(Collected data entries)
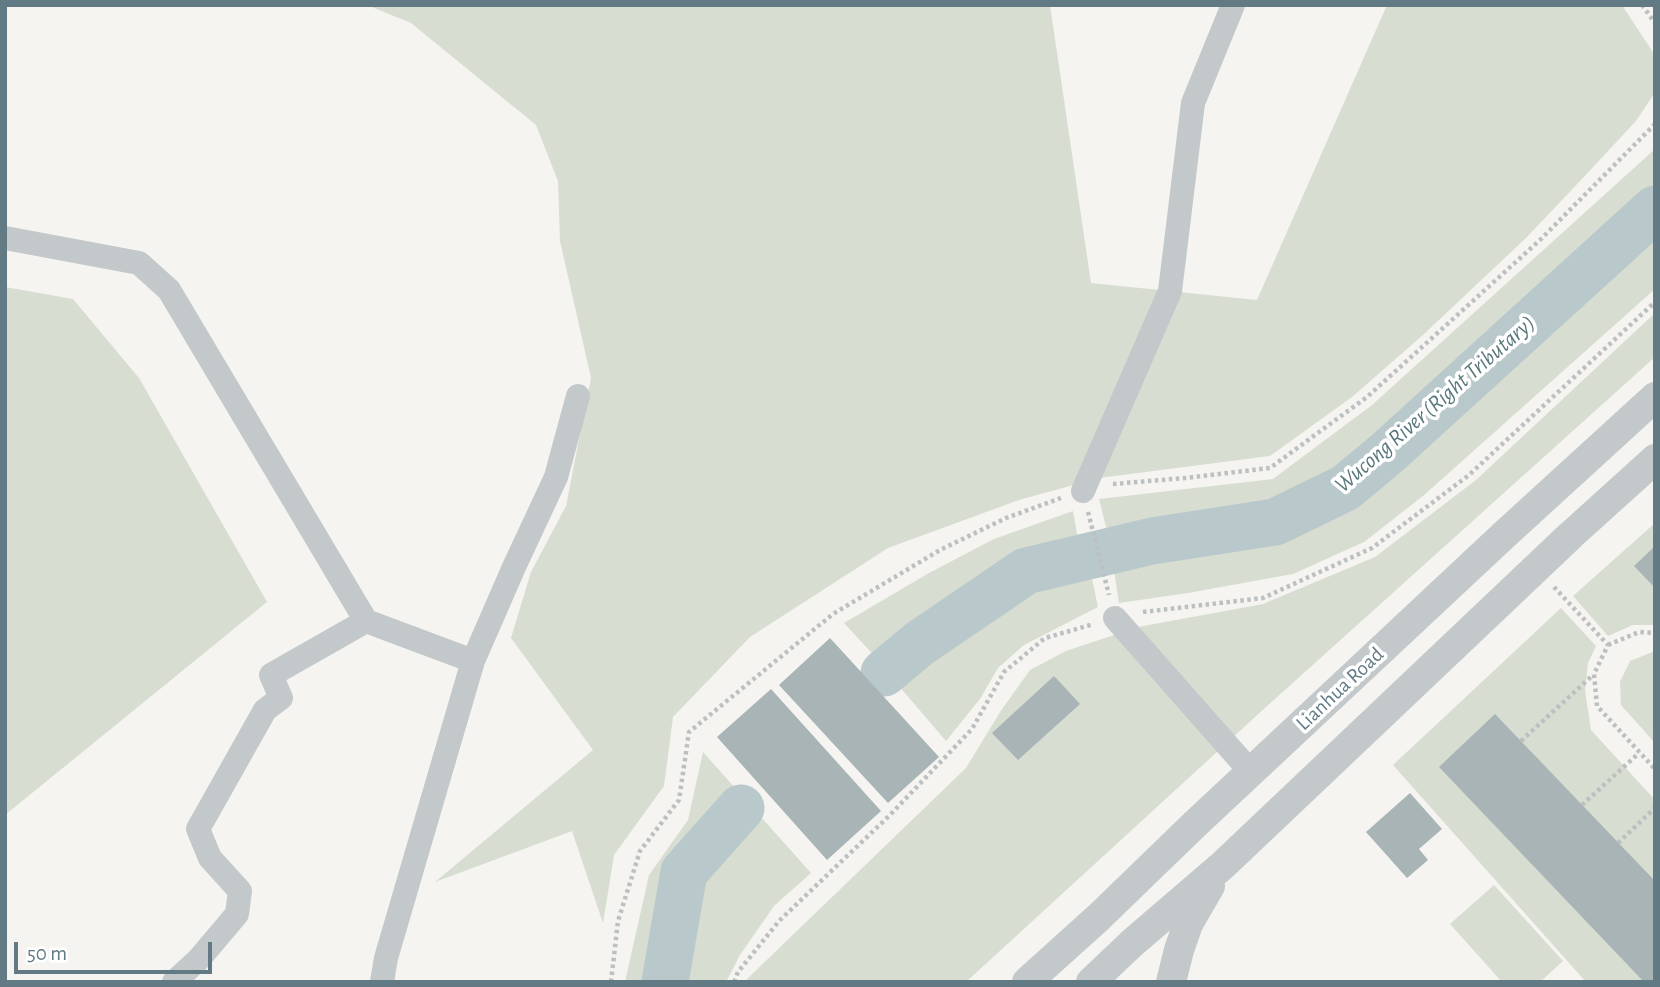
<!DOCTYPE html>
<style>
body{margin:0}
#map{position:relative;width:1660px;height:987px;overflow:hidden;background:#f5f4f0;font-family:"Alegreya Sans",sans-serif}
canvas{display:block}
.frame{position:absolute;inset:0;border:7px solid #617a84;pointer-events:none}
.scale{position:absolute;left:14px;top:942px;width:198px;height:32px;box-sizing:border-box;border:4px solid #617a84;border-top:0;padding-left:9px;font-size:21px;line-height:24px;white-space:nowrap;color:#617a84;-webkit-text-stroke:5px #fff;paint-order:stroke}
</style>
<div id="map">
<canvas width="1660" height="987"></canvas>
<div class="frame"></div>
<div class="scale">50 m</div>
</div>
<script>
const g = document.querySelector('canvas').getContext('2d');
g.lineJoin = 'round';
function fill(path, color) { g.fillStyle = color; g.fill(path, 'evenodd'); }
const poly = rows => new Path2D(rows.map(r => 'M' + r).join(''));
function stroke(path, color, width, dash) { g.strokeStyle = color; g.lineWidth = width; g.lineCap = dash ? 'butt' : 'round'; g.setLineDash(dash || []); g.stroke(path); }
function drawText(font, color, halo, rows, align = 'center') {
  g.font = font + ' "Alegreya Sans",sans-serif'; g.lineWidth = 7; g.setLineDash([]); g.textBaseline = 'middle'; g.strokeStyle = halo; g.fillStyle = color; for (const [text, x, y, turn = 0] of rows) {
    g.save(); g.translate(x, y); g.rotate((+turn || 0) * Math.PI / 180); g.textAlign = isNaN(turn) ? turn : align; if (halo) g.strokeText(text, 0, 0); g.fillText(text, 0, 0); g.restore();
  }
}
fill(poly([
 [367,5,1050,5,1091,283,1257,300,1387,5,1622,5,1654,54,1654,94,1636,121,1581,180,1526,238,1423,335,1352,397,1270,456,1099,478,1019,500,888,548,750,637,673,717,664,786,614,855,603,923,572,831,435,882,593,750,511,638,531,572,566,506,591,378,560,241,558,181,536,125,411,23],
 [1655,149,1655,193,1428,405,1346,477,1274,511,1109,539,1099,499,1273,479,1372,405],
 [1655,220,1655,289,1423,496,1364,542,1293,574,1188,593,1119,603,1112,557,1222,544,1284,528,1355,493,1497,368],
 [5,287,73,299,139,378,267,602,5,815],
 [1655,313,1655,357,1266,707,966,982,747,982,747,979,966,768,1000,712,1030,670,1066,651,1138,627,1263,604,1375,557,1476,480],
 [1073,511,1079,545,994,577,880,662,844,623,929,573,994,539],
 [1655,523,1655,625,1633,625,1608,636,1573,596],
 [1089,565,1098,607,1024,645,998,668,980,699,946,741,892,678,933,645,1031,579],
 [1561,608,1596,646,1588,663,1585,691,1591,730,1655,800,1655,982,1586,982,1393,765],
 [1655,651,1655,743,1621,705,1620,682,1630,661],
 [703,752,811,873,774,906,740,955,726,982,625,982,649,875,688,820],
 [1494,885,1563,961,1540,982,1502,982,1450,924]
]), '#d7ddd1');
stroke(poly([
 [884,673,920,643,1026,571,1152,541,1275,522,1345,488,1386,454,1655,209],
 [665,982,684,872,741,808]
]), '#b9c9cb', 47);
fill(poly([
 [1655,546,1655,588,1634,566],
 [830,638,939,757,888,803,779,685],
 [1054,676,1080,704,1018,760,992,733],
 [771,689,881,811,827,860,717,737],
 [1495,714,1655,881,1655,982,1644,982,1439,767],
 [1410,793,1442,829,1419,849,1428,860,1407,878,1366,832]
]), '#a8b4b6');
stroke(poly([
 [1642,5,1655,23],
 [1113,484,1185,478,1270,468,1367,397,1540,240,1655,124],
 [1088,512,1109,595],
 [1554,587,1608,645,1594,674,1597,706,1655,769],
 [1143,612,1263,598,1372,548,1469,475,1655,302],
 [1608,645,1639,632,1655,633],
 [1521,741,1593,675],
 [1582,805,1639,753],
 [1618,843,1655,808],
 [611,982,618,921,640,851,679,800,689,732,833,614,940,550,1006,518,1061,498],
 [734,982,738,972,779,921,890,815,972,729,1004,672,1045,638,1094,624]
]), '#bdc0c1', 4.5, [3.5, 3.5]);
stroke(poly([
 [5,238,139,263,169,290,366,621,473,661],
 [1083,491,1170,291,1193,103,1233,5],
 [1115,618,1251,772],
 [174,982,199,959,237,914,240,891,210,858,198,829,265,710,281,698,271,675,366,621],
 [382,982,386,958,473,661,514,567,556,477,578,396]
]), '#c3c8ca', 24);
stroke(poly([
 [1027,982,1099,917,1194,825,1504,535,1655,397],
 [1091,982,1131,944,1223,865,1571,535,1655,459],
 [1171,982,1179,950,1188,924,1210,886]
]), '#c3c8ca', 30);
drawText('21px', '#617a84', '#fff', [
 ["Lianhua Road",1340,689,-43]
]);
drawText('italic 23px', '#58777b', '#fff', [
 ["Wucong River (Right Tributary)",1435,404,-41]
]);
</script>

(What is needed)
A complete answer gives every line of the records holding "align".

(Answer section)
function drawText(font, color, halo, rows, align = 'center') {
    g.save(); g.translate(x, y); g.rotate((+turn || 0) * Math.PI / 180); g.textAlign = isNaN(turn) ? turn : align; if (halo) g.strokeText(text, 0, 0); g.fillText(text, 0, 0); g.restore();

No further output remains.